14 DAY TRIAL // Following an investigation into the compromise of a SendGrid account belonging to Coinbase, the email service found that the attack ran deeper, and it deployed a password reset procedure, requesting 600 customers to regenerate their DKIM authentication keys.
The compromised Coinbase email address was used to deliver fraudulent messages to the customers of the digital currency exchange service, in an attempt to trick them into depositing bitcoins into wallets controlled by the cybercriminals.
Usernames, emails and passwords were accessed
SendGrid learned earlier this month that it fell victim to a cyberattack that led to hijacking the account of one of its employees and using it to access multiple internal systems three times in February and March 2015.
The company serves more than 180,000 customers, enabling them to deliver mass emails to customers. Over 14 billion messages are sent each month via SendGrid from popular services such as FourSquare, Spotify, Uber.
The servers accessed by the attacker contained usernames, email addresses and passwords for SendGrid employees and customers. David Campbell, the company’s chief security officer says in a blog post that the passwords were salted and iteratively hashed, a security measure that should prevent cybercriminals from reading the strings in plain text.
The investigation also revealed that the unauthorized third parties were able to access customers’ email lists and contacts. “We have not found any forensic evidence that customer lists or customer contact information was stolen,” Campbell says.
However, to prevent any information leaks, SendGrid took the precautionary measure of resetting all passwords. Payment card information remains unaffected because this data is not stored on the email service’s systems.
Better security is on its way
The 600 customers relying on DKIM to validate their messages should generate new keys from SendGrid’s interface, as well as update the DNS records to include the change.
DomainKeys Identified Mail (DKIM) is a system that validates email messages in transit via cryptographic signatures, in order to prevent the nefarious use of the legitimate address.

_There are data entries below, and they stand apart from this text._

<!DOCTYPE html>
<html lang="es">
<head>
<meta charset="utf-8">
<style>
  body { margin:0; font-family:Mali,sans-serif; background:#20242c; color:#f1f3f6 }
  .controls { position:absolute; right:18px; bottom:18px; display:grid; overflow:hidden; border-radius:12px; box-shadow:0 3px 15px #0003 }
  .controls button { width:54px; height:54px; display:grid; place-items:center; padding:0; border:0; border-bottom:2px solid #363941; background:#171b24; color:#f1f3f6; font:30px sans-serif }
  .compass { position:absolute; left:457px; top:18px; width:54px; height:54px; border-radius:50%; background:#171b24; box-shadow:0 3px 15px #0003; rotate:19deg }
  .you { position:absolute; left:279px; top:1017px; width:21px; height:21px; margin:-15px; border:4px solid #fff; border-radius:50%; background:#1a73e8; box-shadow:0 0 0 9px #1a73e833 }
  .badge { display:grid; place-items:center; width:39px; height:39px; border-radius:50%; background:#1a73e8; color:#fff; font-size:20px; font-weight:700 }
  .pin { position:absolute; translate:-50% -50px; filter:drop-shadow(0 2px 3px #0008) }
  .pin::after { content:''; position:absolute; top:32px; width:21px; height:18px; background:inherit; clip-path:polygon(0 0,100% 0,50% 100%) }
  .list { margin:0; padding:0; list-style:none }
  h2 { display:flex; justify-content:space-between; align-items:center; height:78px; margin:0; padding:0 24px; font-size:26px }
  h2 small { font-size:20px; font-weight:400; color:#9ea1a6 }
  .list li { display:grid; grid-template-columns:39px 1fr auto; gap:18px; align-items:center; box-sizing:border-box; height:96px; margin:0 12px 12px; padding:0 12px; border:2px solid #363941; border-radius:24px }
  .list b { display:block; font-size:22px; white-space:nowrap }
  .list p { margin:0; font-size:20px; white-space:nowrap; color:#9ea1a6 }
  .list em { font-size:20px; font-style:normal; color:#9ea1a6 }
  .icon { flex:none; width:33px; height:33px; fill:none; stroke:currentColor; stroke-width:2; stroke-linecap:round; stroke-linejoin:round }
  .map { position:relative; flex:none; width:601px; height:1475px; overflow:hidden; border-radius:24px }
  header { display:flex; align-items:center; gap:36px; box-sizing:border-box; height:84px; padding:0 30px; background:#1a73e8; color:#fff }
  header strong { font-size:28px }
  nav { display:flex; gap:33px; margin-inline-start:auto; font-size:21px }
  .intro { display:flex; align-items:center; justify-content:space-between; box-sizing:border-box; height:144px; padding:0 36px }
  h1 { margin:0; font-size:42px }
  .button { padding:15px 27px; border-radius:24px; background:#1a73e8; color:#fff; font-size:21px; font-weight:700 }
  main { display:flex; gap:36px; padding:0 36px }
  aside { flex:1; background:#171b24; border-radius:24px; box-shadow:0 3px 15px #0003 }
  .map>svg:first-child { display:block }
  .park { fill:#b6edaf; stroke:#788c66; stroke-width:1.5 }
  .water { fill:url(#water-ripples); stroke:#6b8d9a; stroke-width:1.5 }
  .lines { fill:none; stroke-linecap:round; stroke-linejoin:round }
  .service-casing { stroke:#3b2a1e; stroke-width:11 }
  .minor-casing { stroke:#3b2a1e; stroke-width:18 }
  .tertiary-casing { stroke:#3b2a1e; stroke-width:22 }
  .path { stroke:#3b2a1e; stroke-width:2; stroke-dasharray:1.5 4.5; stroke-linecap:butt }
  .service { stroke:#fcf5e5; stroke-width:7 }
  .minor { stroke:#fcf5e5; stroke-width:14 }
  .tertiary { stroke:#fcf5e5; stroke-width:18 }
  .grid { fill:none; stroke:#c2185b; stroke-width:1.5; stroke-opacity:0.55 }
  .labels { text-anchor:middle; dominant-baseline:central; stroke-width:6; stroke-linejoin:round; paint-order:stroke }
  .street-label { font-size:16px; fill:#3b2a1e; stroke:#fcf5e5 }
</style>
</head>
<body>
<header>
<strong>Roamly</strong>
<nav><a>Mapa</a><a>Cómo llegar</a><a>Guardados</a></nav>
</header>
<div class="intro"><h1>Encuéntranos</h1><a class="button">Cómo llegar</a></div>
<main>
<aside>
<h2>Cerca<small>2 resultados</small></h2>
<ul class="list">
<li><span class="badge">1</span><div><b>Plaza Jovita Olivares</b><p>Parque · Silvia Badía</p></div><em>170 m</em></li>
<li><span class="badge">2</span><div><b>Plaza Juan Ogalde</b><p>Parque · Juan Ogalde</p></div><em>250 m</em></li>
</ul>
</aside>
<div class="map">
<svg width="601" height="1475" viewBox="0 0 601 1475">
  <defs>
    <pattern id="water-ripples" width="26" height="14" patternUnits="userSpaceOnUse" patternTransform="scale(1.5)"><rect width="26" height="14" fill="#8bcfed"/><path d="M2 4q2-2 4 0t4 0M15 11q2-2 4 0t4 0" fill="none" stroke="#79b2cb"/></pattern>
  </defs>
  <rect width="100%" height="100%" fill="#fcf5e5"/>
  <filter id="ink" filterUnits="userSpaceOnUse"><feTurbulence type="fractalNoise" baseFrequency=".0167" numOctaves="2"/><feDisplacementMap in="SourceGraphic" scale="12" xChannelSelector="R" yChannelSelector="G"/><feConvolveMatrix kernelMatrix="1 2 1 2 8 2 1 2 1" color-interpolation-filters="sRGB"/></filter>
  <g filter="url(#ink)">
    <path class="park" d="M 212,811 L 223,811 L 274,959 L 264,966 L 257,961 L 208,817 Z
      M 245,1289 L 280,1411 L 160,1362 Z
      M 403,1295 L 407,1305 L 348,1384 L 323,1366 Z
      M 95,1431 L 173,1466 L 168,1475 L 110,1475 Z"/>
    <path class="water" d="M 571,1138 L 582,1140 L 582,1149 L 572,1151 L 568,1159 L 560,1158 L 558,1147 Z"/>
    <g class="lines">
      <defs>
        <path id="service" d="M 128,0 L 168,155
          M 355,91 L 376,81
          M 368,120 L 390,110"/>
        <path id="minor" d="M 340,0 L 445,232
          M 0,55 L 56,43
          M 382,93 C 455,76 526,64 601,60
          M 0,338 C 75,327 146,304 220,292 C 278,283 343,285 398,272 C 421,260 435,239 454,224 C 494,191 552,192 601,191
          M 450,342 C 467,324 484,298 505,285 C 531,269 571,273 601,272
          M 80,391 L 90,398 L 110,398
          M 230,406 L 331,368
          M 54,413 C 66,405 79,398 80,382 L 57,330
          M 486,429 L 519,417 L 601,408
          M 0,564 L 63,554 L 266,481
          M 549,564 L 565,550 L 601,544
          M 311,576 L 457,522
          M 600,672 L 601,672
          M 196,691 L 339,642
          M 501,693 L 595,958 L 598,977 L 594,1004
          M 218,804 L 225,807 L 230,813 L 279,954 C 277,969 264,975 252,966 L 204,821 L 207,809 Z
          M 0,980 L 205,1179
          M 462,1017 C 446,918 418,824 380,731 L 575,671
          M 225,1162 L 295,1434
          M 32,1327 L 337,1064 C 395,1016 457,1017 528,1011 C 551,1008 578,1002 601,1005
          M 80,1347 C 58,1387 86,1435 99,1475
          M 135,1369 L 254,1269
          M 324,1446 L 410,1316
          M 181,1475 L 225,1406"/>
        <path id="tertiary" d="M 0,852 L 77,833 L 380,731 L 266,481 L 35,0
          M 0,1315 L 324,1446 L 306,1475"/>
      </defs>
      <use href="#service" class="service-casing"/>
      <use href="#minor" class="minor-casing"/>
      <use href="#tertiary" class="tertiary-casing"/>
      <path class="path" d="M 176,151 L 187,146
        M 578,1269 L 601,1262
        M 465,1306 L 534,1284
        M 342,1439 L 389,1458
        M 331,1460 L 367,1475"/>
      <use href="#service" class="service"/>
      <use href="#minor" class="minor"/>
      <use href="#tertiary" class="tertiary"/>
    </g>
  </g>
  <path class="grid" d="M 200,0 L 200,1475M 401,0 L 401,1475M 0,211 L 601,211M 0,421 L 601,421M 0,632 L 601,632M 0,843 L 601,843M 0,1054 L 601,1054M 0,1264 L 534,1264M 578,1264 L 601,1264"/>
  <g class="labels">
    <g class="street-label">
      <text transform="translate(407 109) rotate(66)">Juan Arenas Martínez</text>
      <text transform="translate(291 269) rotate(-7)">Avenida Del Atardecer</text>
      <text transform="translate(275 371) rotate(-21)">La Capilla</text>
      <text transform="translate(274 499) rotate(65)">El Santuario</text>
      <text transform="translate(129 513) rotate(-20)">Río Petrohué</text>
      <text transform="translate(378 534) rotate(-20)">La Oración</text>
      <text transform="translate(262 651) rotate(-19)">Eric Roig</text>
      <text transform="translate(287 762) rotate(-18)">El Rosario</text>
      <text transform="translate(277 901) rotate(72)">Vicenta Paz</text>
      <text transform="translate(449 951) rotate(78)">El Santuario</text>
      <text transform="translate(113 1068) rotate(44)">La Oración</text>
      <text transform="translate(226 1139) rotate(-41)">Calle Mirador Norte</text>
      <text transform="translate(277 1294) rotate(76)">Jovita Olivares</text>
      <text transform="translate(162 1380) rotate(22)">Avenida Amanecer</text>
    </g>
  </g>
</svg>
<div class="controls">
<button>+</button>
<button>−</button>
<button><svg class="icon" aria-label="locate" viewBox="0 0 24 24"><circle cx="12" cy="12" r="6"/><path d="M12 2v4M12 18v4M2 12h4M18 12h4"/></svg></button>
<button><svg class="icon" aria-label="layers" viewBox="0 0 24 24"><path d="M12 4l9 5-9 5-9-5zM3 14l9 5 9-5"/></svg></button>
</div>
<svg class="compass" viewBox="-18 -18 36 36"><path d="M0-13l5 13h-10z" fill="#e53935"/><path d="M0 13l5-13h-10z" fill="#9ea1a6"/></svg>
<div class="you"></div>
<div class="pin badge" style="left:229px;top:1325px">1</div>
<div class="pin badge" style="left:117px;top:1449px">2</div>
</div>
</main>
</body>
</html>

The mass email service also advises its clients to turn on two-factor authentication (2FA) and to create strong, unique passwords, despite them being stored in an encrypted form on the servers.

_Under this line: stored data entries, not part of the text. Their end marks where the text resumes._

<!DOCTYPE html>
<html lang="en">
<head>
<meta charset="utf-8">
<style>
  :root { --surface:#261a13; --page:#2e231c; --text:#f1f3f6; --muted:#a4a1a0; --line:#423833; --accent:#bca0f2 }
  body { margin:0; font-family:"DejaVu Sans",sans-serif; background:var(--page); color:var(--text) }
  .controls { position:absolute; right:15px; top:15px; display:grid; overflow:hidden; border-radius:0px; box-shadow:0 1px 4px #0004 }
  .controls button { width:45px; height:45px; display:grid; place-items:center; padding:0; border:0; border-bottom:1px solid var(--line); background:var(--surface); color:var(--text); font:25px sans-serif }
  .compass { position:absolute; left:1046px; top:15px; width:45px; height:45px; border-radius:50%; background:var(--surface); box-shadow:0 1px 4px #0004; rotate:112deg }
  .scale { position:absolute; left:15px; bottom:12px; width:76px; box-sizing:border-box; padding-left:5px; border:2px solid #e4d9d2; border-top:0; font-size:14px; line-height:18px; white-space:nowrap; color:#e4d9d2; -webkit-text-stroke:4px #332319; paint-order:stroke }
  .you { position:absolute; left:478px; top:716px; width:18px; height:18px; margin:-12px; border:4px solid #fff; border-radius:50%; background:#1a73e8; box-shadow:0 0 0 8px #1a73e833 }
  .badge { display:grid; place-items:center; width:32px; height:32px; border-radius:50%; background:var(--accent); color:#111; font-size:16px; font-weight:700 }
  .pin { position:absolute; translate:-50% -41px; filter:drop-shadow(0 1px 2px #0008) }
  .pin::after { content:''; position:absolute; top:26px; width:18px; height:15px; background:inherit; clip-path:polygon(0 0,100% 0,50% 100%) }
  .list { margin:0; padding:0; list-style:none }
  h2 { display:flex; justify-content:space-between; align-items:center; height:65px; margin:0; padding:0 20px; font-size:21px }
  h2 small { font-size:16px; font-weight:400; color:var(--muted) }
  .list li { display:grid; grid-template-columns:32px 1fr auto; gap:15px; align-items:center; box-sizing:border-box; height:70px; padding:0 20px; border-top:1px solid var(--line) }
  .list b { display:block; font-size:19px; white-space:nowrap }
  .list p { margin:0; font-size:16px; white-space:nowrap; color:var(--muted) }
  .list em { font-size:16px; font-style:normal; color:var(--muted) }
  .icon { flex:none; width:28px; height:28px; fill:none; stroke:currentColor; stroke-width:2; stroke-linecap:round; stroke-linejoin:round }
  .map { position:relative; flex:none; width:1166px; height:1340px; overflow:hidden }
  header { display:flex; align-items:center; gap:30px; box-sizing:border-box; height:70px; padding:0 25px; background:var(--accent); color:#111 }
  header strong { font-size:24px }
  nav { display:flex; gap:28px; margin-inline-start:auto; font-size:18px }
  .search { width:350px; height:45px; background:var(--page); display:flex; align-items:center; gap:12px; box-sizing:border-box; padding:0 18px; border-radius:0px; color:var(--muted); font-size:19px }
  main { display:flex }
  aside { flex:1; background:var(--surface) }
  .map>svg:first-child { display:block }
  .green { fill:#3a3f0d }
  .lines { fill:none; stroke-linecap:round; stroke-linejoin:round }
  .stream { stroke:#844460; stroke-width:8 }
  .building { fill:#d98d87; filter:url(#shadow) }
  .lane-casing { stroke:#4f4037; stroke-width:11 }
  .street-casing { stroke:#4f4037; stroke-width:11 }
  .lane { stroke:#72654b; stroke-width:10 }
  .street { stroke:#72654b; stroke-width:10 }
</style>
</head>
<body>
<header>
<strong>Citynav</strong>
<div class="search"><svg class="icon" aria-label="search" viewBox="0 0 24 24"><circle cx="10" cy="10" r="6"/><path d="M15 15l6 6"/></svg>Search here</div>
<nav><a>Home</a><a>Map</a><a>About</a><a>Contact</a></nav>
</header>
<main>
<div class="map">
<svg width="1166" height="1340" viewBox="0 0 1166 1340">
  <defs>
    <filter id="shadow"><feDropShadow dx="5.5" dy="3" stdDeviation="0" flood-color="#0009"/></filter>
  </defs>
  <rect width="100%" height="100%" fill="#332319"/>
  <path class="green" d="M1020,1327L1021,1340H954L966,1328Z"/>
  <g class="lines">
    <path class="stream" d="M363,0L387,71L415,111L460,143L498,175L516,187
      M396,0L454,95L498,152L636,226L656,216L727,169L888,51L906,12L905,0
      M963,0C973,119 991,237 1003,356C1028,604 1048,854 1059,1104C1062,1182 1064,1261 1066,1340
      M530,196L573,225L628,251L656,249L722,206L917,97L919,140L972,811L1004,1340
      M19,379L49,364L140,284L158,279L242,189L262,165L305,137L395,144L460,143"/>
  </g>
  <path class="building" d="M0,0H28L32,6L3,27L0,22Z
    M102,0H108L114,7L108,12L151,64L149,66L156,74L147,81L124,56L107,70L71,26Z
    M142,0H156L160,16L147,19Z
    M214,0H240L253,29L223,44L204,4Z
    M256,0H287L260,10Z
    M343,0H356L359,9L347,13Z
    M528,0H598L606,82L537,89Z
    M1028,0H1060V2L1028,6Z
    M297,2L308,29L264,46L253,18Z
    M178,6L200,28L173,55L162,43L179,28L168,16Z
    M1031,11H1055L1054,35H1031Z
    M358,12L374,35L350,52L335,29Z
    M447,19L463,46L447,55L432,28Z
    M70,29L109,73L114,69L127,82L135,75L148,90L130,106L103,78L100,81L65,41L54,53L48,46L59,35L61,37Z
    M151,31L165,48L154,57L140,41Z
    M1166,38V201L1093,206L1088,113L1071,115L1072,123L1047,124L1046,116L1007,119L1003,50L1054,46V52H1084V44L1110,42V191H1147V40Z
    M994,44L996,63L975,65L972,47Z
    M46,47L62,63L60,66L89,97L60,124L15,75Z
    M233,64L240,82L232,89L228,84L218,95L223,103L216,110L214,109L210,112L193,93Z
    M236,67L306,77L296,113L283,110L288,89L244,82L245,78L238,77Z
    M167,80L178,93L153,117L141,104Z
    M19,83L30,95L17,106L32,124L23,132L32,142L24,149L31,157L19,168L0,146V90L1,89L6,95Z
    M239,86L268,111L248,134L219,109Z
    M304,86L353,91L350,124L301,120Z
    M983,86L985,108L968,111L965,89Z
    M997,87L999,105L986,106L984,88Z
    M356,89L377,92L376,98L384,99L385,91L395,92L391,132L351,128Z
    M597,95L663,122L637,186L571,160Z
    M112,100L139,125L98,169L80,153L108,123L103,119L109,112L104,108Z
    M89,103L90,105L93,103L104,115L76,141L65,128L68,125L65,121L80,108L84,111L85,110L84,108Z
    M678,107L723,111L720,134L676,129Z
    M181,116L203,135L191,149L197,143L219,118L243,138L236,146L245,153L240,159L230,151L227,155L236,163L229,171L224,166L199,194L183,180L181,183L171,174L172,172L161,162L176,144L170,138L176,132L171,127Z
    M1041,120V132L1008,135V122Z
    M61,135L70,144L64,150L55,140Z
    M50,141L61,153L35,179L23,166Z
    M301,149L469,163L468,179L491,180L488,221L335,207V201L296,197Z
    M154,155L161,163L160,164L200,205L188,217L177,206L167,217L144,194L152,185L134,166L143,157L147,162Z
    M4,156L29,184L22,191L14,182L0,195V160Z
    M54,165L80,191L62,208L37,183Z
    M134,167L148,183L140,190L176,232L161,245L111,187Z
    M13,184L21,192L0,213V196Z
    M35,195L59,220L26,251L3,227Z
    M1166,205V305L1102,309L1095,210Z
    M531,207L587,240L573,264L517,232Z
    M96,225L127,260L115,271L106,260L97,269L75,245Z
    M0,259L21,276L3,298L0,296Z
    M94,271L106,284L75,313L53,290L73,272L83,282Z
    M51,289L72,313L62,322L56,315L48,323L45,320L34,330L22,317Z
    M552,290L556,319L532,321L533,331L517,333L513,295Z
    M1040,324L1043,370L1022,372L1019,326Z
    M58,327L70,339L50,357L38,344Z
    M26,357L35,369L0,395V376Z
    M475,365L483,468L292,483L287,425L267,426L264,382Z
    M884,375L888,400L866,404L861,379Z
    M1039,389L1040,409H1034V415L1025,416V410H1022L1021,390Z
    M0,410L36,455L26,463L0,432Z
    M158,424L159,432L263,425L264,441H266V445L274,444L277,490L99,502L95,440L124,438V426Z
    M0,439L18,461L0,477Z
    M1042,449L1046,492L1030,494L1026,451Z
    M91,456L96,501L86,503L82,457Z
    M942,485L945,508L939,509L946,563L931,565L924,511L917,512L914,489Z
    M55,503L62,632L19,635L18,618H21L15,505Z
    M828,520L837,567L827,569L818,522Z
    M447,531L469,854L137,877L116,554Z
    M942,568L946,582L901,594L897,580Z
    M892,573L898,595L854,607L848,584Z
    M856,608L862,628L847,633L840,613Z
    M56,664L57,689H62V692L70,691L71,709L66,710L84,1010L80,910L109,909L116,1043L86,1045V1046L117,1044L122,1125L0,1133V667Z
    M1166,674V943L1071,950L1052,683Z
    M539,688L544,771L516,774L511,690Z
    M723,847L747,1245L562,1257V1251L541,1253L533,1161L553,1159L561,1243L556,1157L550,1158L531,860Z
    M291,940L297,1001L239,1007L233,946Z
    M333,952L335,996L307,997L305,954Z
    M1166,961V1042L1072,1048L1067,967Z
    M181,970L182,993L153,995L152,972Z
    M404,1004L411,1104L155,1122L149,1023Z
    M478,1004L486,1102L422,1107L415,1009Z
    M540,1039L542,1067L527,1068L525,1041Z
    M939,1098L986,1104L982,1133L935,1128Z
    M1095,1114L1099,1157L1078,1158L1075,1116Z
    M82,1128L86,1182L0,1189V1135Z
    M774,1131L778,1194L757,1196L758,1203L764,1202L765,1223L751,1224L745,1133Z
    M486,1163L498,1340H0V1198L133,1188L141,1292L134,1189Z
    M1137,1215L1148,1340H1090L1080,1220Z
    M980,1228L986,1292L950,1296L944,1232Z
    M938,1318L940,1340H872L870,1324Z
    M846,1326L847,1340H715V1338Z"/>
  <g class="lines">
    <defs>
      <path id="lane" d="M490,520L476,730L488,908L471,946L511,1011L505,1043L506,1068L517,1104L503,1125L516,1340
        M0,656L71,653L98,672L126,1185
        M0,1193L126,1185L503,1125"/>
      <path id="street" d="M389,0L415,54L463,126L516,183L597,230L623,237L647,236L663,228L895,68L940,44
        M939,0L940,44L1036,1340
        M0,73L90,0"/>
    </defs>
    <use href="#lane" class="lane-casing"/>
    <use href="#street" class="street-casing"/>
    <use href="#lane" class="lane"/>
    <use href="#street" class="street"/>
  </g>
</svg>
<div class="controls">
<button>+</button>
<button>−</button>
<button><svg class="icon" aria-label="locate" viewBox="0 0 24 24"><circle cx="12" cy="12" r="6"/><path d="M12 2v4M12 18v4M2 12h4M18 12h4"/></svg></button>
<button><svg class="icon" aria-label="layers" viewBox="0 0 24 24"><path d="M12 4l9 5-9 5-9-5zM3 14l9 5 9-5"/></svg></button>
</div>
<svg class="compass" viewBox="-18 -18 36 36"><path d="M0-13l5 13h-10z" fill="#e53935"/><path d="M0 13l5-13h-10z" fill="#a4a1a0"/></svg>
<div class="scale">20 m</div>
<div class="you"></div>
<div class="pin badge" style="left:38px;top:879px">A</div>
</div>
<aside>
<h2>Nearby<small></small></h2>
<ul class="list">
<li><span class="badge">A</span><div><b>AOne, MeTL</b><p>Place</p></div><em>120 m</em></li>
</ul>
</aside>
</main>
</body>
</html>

Additionally, as part of SendGrid’s commitment to security, API keys will be released to be used by administrators for authentication instead of the username/password pair. Different keys can be generated for applications and servers, thus making the authentication and revocation process more flexible and secure.
On the same note, Campbell says that the “engineering team is also expediting the release of IP whitelisting, which will permit customers to authorize specific IP ranges to interact with their SendGrid account’s control panel, further reducing security exposure.”